Mais recentemente surgiu no mercado o conceito de BPO – Business Process Outsourcing – que nada mais é que a elevação das iniciativas de terceirização ao seu nível mais alto. Ao propor uma transferência de responsabilidade na execução de tarefas ligadas aos seus processos de negócio, uma empresa precisa avaliar de forma efetiva aquilo que na prática constitui a essência de sua existência – ou o seu core business, se preferirem. Exemplos clássicos neste sentido são a Nike e a Cisco: ambas definiram que a fabricação de seus produtos não faz parte do seu core, muito embora seja parte integrante do seu negócio. Com isto, deixaram a cargo de outras empresas todo o seu processo fabril, incluindo a logística de distribuição. Por outro lado, permaneceram dentro destas empresas as áreas de desenvolvimento de produtos e marketing – estas sim responsáveis pela criação de valor da empresa.

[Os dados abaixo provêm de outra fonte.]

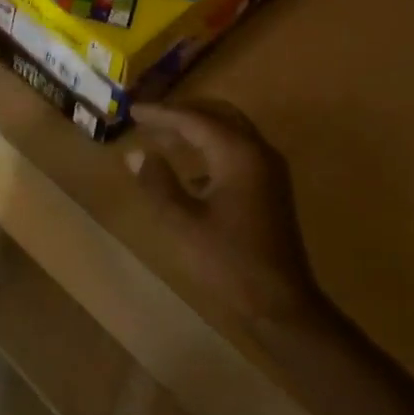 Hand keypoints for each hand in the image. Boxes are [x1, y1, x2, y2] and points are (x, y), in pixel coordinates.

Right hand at [127, 99, 325, 325]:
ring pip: (229, 131)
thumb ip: (158, 184)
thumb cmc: (230, 261)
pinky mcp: (270, 187)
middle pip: (217, 115)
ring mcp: (268, 169)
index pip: (194, 119)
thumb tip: (136, 154)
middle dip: (182, 113)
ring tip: (162, 136)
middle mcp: (258, 151)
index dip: (161, 114)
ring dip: (196, 129)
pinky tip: (189, 171)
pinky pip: (236, 151)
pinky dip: (210, 148)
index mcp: (238, 154)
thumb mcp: (184, 223)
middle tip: (149, 118)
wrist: (281, 303)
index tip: (132, 111) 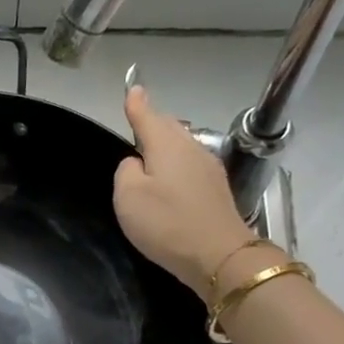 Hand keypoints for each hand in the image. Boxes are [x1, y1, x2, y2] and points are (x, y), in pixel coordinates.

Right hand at [115, 85, 255, 296]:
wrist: (217, 255)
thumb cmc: (166, 223)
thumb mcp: (129, 198)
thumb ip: (126, 172)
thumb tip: (135, 163)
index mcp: (167, 145)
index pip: (148, 117)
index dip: (137, 104)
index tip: (133, 88)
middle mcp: (191, 149)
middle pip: (169, 128)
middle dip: (153, 121)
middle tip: (139, 118)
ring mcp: (208, 168)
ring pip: (182, 146)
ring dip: (166, 144)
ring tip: (151, 149)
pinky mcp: (216, 190)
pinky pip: (190, 166)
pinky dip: (177, 164)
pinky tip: (171, 177) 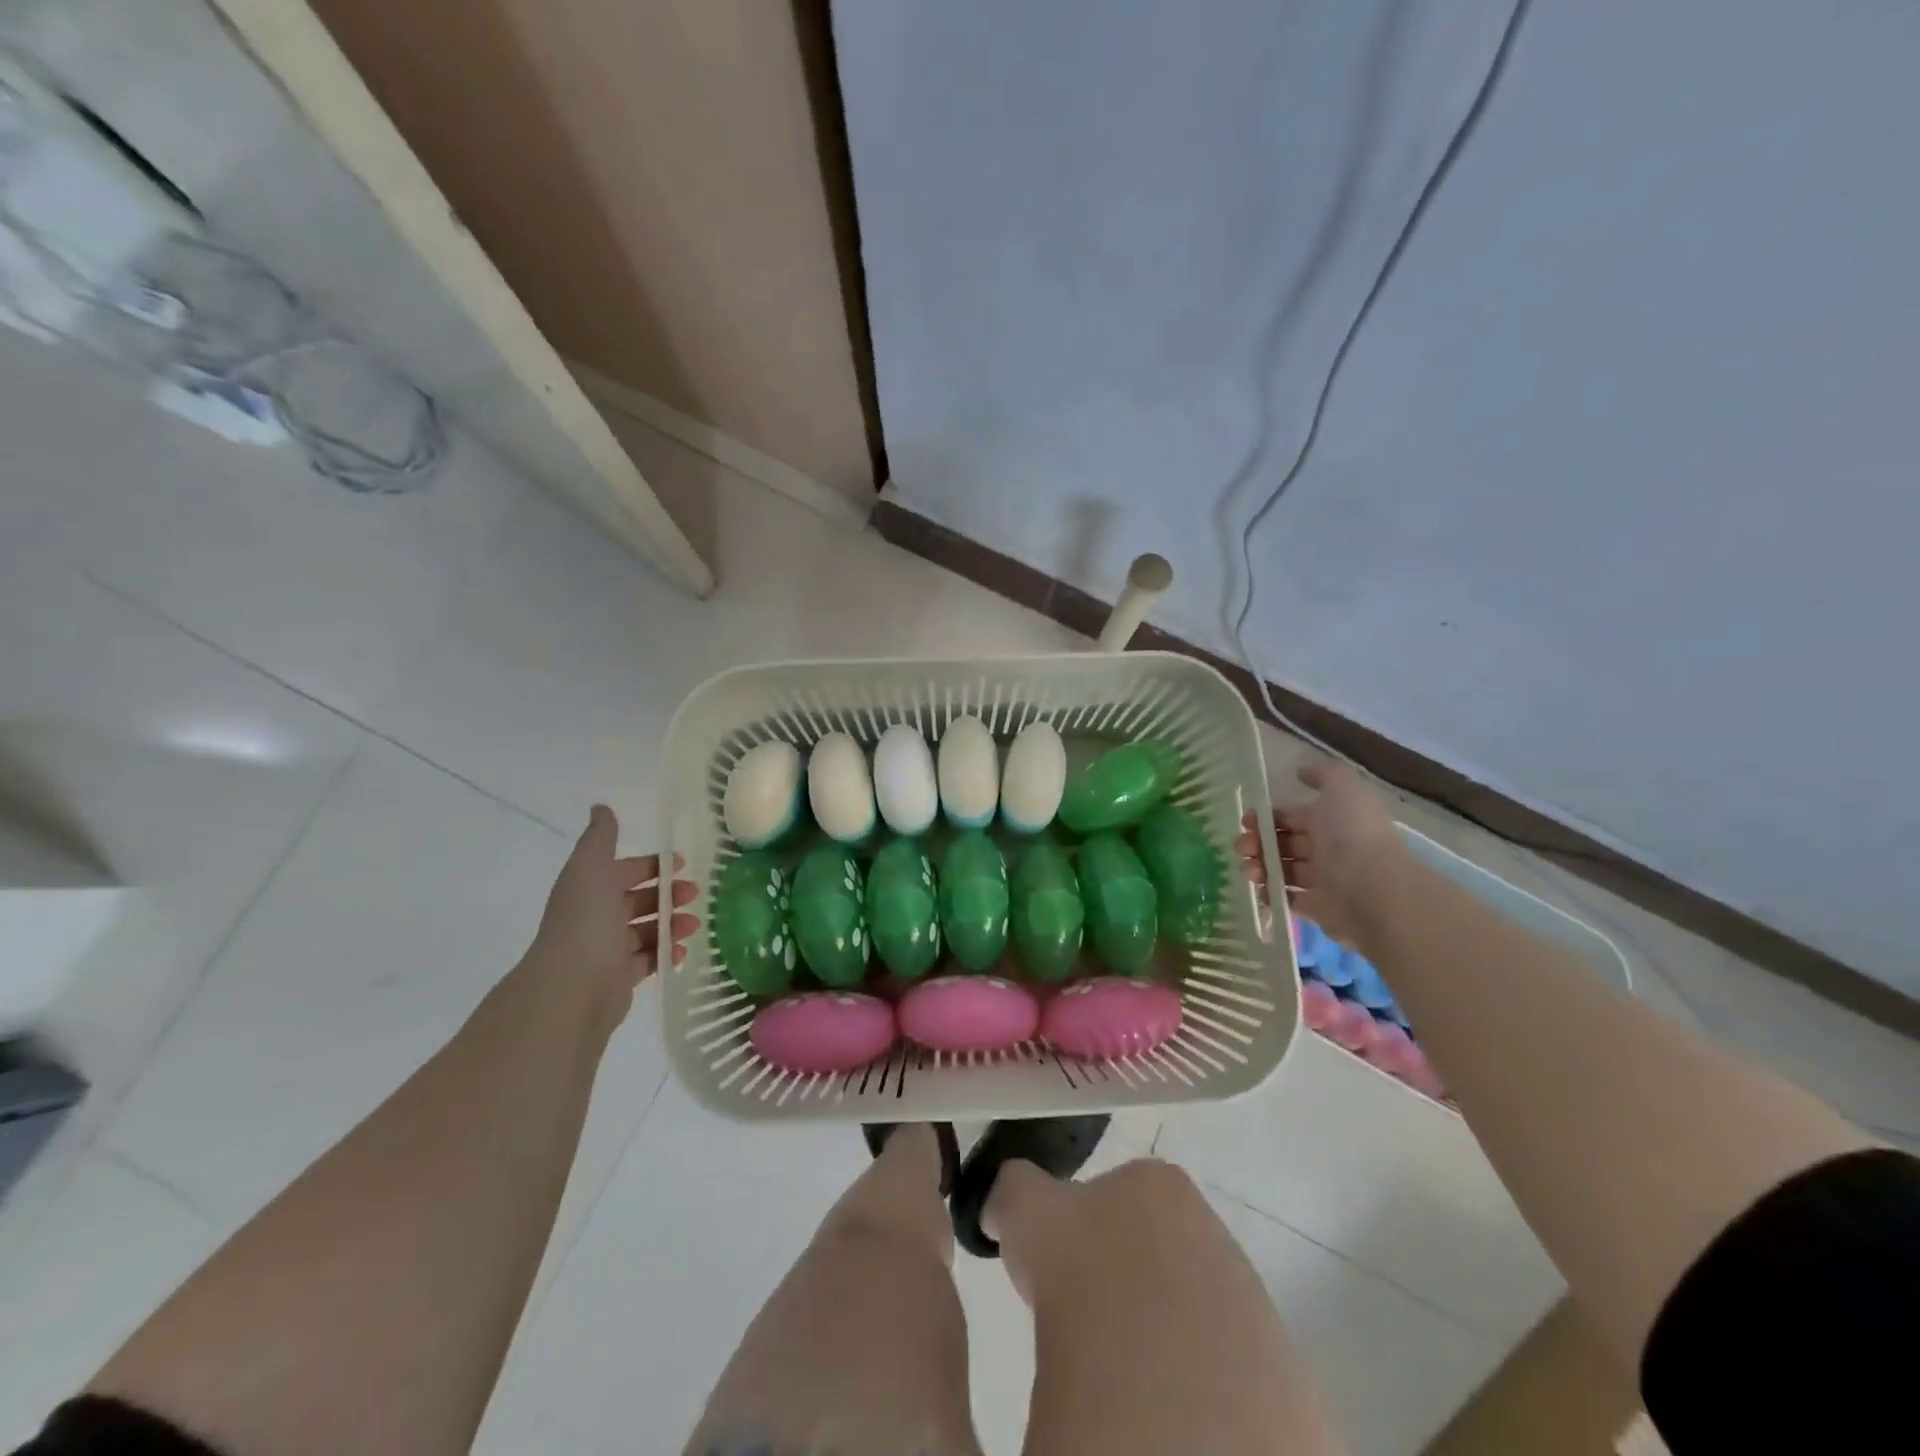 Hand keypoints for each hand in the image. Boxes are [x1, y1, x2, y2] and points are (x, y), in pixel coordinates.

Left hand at [527, 805, 697, 1016]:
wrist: (570, 988)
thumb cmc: (585, 922)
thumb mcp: (591, 868)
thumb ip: (601, 838)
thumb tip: (600, 807)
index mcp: (588, 889)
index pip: (623, 871)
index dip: (651, 865)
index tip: (682, 863)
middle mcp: (595, 918)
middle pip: (637, 900)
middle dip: (668, 895)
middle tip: (695, 894)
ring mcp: (606, 950)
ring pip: (646, 930)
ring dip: (672, 923)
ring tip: (695, 925)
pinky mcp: (618, 979)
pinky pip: (648, 960)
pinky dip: (665, 953)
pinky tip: (681, 950)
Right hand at [1237, 762, 1402, 944]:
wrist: (1373, 889)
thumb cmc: (1352, 834)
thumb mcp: (1344, 789)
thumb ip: (1324, 775)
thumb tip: (1301, 773)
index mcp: (1331, 820)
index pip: (1291, 816)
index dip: (1267, 817)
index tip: (1247, 821)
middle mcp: (1327, 848)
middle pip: (1283, 843)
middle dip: (1257, 842)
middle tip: (1242, 847)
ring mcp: (1322, 879)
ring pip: (1282, 869)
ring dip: (1259, 866)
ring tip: (1249, 870)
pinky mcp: (1318, 907)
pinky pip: (1287, 898)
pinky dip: (1270, 893)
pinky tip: (1261, 889) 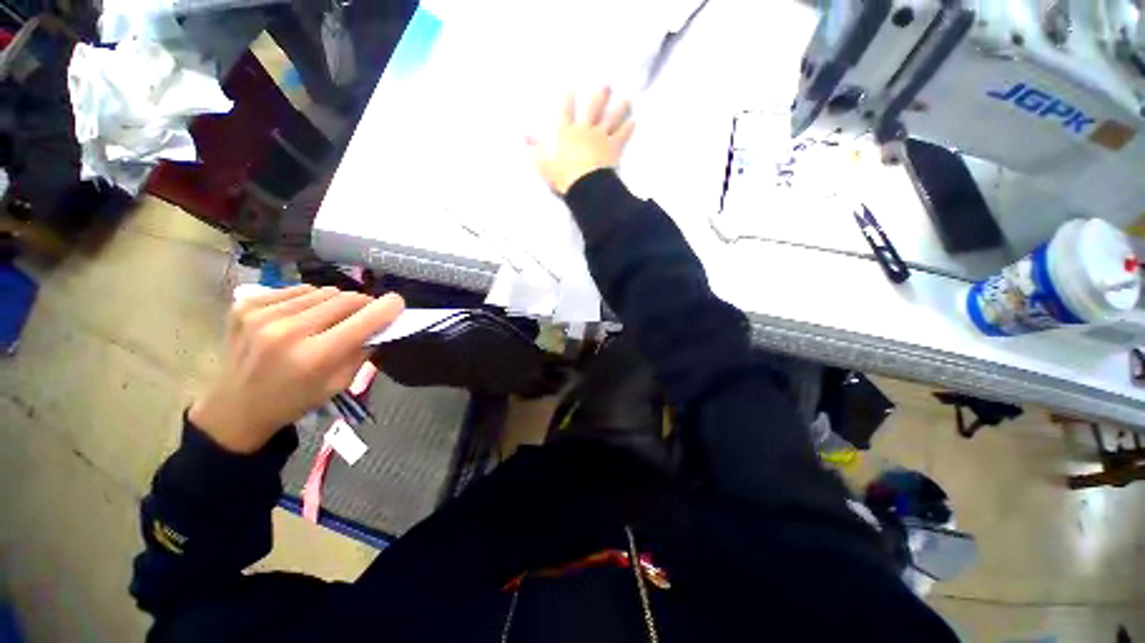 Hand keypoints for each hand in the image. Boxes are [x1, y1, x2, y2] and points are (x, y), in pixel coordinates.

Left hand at [189, 285, 404, 453]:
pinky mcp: (246, 304)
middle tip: (363, 316)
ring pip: (323, 291)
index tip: (398, 303)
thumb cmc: (295, 400)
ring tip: (328, 319)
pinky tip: (302, 316)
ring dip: (335, 303)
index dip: (388, 307)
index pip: (365, 319)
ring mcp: (263, 314)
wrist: (236, 406)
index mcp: (315, 357)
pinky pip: (297, 290)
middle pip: (346, 298)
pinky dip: (309, 300)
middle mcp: (288, 330)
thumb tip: (382, 324)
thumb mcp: (340, 384)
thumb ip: (363, 350)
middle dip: (363, 305)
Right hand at [531, 87, 636, 194]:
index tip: (570, 87)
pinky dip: (628, 128)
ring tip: (627, 100)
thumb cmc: (561, 175)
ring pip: (611, 117)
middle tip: (607, 85)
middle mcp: (584, 128)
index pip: (565, 111)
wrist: (584, 184)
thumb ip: (535, 148)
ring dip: (619, 107)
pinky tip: (634, 121)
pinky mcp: (613, 146)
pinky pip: (622, 134)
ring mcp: (600, 136)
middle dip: (600, 95)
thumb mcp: (543, 163)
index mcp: (566, 131)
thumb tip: (524, 135)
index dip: (568, 99)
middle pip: (593, 107) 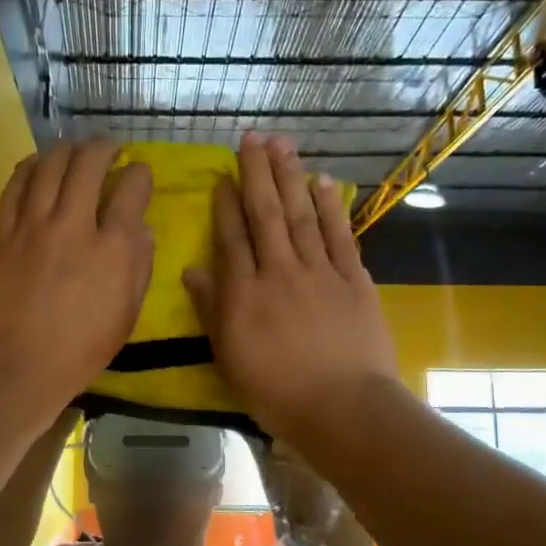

O exemplo acima responde a indagação feita no início deste artigo: a terceirização somente deve avançar até a fronteira dos geradores de valor de uma companhia. Se você fabrica chocolates não terceirize a formulação de sua receita ou seu departamento de marketing, mas avalie se há alternativas para a seu processo produtivo. Se sua empresa presta serviços de desenvolvimento de sistemas mantenha a sua metodologia a quatro chaves, mas pense se vale a pena ter todos os programadores em sua equipe.

Numa análise um pouco mais genérica podemos afirmar que a criação de valor nas empresas está geralmente ligada a uma das seguintes áreas:

  • Desenvolvimento de Produto: empresas que realizam altos investimentos em pesquisa e desenvolvimento (ex: laboratórios farmacêuticos) e que dependem de patentes são exemplos nesta categoria.
  • Marca: muitas empresas têm em sua marca o efetivo patrimônio gerador de valor e a administração da mesma (através de ações coordenadas de marketing) é a essência de sua estratégia.
  • Processo Fabril: algumas empresas detêm uma tecnologia de produção tão diferenciada que ela própria se transforma em seu maior diferencial competitivo.
  • Canais de Distribuição ou Força de Vendas: a capacidade de construir e manter o controle sobre canais de distribuição ou de possuir uma força de vendas altamente capacitada é muitas vezes suficiente para garantir a uma empresa a fonte de sua rentabilidade.

É, portanto, fundamental verificar em cada caso o que constitui o core da organização. Em tese, tudo fora deste core é passível de terceirização restando apenas a necessidade de se fazer uma análise cuidadosa das ofertas de mercado.